Saved entries:
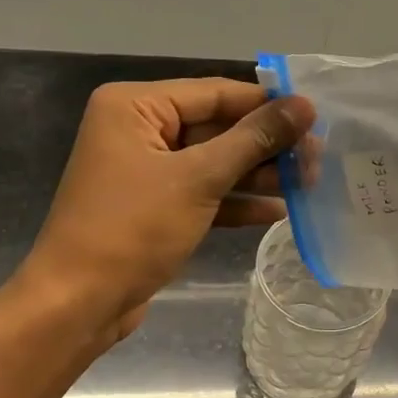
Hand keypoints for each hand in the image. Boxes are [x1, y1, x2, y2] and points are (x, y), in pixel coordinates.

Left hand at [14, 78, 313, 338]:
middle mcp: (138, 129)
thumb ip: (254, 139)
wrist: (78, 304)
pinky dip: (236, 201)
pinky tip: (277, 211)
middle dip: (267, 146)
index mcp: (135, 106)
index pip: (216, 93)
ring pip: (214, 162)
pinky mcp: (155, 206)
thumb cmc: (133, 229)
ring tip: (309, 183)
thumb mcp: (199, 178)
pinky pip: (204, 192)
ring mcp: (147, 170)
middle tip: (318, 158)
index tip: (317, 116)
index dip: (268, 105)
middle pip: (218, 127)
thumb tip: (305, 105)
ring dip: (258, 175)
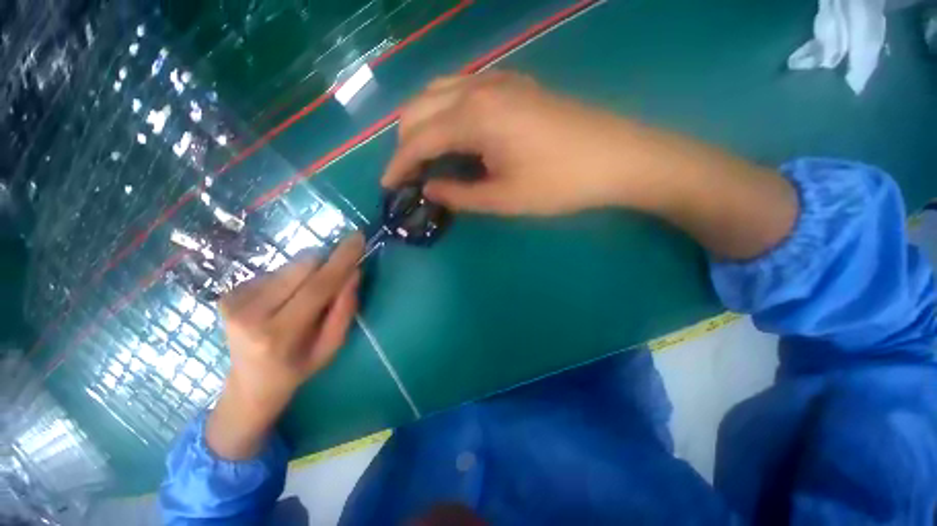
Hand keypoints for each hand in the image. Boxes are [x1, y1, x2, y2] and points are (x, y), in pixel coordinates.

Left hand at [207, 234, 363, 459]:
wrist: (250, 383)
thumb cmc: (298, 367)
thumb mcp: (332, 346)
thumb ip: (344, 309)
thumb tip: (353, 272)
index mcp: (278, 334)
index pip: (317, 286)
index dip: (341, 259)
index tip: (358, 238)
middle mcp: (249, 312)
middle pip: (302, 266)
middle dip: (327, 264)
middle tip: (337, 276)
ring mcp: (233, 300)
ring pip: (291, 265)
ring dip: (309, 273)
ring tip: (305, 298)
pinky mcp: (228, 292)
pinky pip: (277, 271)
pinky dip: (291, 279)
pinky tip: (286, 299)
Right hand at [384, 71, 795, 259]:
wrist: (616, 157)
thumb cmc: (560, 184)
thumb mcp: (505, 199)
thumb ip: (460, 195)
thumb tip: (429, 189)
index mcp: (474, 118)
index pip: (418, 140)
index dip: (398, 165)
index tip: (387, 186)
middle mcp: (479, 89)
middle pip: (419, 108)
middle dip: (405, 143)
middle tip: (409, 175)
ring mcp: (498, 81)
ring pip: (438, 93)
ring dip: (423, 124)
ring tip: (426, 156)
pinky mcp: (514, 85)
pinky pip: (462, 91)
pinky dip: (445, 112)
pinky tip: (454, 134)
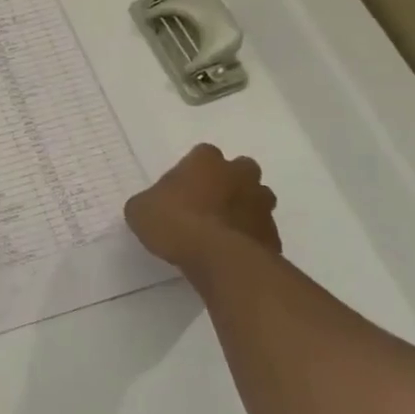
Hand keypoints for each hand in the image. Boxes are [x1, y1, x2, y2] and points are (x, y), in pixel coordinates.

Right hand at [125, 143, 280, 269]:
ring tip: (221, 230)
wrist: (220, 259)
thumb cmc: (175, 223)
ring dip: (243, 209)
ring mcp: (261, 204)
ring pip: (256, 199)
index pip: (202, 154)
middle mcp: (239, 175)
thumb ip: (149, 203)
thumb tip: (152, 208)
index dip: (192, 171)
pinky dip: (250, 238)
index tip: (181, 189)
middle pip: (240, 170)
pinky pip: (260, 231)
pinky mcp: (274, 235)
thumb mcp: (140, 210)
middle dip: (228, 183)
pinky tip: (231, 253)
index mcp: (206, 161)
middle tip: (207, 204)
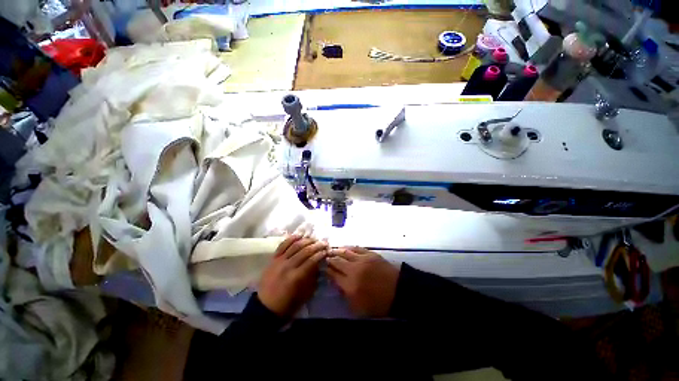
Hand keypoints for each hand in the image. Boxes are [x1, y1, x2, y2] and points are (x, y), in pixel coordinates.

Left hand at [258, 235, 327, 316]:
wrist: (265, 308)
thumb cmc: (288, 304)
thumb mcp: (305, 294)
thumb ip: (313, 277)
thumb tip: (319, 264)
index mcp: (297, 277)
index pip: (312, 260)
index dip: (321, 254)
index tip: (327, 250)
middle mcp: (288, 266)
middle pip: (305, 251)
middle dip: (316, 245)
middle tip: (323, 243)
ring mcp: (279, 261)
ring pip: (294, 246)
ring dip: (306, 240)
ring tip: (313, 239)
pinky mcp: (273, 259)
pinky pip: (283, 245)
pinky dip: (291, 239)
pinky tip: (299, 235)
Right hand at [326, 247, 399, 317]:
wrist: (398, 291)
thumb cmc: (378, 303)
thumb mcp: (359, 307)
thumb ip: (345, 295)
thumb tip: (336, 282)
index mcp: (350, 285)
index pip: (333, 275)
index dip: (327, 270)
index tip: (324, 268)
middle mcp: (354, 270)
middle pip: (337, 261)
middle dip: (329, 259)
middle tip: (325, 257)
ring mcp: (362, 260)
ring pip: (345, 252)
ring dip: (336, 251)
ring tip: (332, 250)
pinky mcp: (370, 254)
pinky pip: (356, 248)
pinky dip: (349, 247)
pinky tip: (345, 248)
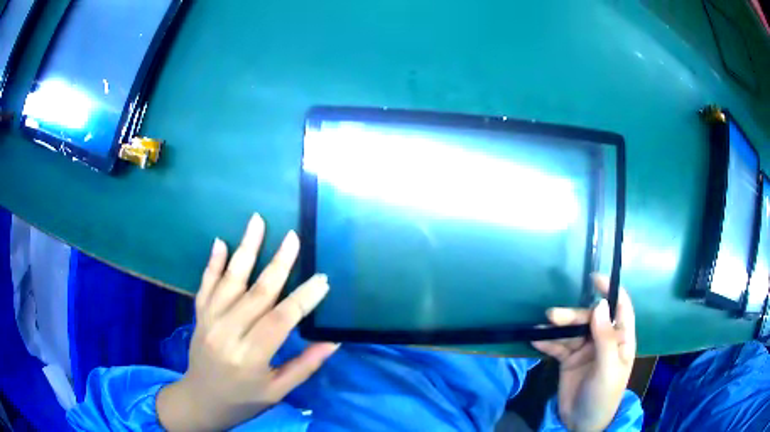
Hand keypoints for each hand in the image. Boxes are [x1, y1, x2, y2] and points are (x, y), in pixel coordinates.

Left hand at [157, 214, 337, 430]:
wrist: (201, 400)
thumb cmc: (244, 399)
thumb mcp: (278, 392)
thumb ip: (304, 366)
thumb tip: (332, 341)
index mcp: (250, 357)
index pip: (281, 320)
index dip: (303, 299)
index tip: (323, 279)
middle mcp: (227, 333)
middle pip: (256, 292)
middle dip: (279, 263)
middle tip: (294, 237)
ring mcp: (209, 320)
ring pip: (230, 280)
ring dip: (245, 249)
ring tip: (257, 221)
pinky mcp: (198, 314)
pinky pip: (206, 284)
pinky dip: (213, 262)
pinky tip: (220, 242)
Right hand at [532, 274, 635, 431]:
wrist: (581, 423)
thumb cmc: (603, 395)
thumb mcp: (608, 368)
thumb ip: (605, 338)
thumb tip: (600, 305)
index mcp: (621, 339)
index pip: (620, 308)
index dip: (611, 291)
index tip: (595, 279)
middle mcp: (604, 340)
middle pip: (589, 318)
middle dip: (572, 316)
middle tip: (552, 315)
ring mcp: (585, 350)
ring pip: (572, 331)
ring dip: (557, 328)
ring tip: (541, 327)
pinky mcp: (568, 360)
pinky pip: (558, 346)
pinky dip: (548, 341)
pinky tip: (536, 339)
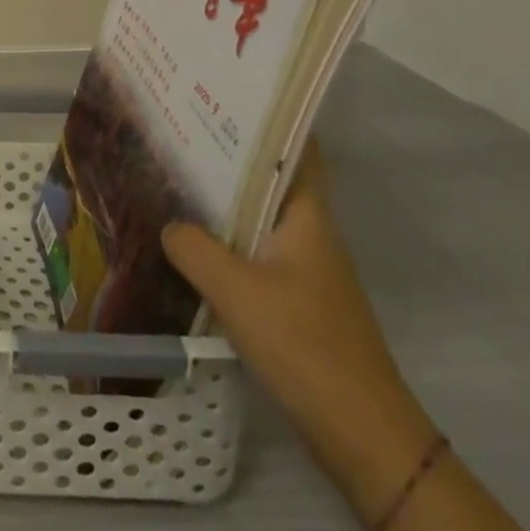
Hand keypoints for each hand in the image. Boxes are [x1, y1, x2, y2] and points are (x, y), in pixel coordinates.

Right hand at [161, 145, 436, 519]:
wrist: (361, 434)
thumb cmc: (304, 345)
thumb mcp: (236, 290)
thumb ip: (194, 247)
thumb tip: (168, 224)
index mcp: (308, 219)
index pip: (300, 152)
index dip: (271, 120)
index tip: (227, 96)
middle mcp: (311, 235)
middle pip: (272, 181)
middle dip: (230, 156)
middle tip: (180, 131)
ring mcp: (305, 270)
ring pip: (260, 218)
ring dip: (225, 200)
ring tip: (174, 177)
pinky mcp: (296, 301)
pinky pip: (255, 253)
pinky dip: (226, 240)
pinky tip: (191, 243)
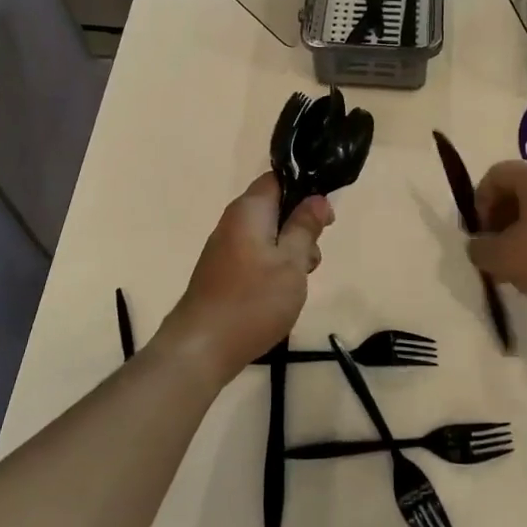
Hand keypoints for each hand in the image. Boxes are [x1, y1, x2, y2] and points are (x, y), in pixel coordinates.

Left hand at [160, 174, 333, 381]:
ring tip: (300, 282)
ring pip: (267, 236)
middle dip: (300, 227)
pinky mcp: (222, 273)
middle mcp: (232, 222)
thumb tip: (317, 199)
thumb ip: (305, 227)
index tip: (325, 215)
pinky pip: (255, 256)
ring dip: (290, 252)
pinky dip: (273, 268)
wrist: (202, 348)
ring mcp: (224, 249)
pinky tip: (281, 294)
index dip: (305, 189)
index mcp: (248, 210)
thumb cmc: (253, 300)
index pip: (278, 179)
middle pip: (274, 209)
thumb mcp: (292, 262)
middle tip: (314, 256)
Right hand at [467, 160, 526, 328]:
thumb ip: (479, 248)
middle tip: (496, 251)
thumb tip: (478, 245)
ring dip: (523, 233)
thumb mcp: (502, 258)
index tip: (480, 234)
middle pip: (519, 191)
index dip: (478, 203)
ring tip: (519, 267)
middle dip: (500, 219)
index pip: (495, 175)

* * *

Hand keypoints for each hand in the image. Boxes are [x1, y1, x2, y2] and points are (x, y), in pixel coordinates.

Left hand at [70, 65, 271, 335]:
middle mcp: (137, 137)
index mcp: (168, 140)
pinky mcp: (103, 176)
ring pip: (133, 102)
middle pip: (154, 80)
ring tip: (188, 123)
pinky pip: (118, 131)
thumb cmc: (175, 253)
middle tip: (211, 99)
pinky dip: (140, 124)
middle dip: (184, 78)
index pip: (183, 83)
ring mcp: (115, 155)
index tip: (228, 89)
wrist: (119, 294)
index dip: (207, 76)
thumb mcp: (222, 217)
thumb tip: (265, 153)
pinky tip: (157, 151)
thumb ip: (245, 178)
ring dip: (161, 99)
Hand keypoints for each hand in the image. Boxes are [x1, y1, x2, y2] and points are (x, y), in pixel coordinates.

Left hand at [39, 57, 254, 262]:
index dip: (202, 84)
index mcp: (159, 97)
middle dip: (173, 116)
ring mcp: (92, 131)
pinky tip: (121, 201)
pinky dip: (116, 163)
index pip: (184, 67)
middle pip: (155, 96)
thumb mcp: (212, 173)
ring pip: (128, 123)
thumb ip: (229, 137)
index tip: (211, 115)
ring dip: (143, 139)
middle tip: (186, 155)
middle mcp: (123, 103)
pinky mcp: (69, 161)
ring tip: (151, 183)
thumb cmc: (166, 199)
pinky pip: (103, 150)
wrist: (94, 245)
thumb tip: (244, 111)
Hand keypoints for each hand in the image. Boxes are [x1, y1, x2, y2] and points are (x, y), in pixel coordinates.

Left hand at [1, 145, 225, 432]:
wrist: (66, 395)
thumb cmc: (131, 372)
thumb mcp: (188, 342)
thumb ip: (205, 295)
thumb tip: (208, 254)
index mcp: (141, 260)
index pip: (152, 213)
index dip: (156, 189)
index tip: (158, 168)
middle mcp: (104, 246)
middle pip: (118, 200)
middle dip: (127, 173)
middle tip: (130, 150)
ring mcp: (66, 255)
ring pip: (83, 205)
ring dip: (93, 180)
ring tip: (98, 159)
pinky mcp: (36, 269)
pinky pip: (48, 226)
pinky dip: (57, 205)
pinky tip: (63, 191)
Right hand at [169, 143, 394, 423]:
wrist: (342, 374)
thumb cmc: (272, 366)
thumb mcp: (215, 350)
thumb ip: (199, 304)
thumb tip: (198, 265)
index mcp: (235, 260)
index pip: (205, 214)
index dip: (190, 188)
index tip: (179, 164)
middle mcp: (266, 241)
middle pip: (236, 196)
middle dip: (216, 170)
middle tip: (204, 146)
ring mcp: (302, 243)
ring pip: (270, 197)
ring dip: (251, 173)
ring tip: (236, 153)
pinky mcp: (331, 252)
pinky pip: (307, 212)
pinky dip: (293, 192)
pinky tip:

---

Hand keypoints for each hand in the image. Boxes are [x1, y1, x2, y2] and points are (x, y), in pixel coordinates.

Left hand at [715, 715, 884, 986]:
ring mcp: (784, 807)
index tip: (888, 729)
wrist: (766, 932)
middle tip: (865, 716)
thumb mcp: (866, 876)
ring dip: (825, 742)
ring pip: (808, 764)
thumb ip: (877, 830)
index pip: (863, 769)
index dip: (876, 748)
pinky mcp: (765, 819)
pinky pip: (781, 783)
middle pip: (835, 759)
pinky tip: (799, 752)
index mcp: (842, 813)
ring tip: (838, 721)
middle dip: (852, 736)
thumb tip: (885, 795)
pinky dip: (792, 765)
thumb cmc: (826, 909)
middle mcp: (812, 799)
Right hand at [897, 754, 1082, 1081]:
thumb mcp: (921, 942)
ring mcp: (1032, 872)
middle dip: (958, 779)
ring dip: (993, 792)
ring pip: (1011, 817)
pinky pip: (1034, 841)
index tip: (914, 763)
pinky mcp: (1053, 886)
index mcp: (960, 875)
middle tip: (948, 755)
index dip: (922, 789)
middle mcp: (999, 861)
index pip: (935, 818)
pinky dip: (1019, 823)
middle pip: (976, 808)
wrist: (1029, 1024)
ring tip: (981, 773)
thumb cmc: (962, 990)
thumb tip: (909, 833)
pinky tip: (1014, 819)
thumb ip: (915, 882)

| What you need to do |
How many lines of the entries contain the string "Left"? Answer with a number and no other words.

| Solution below |
9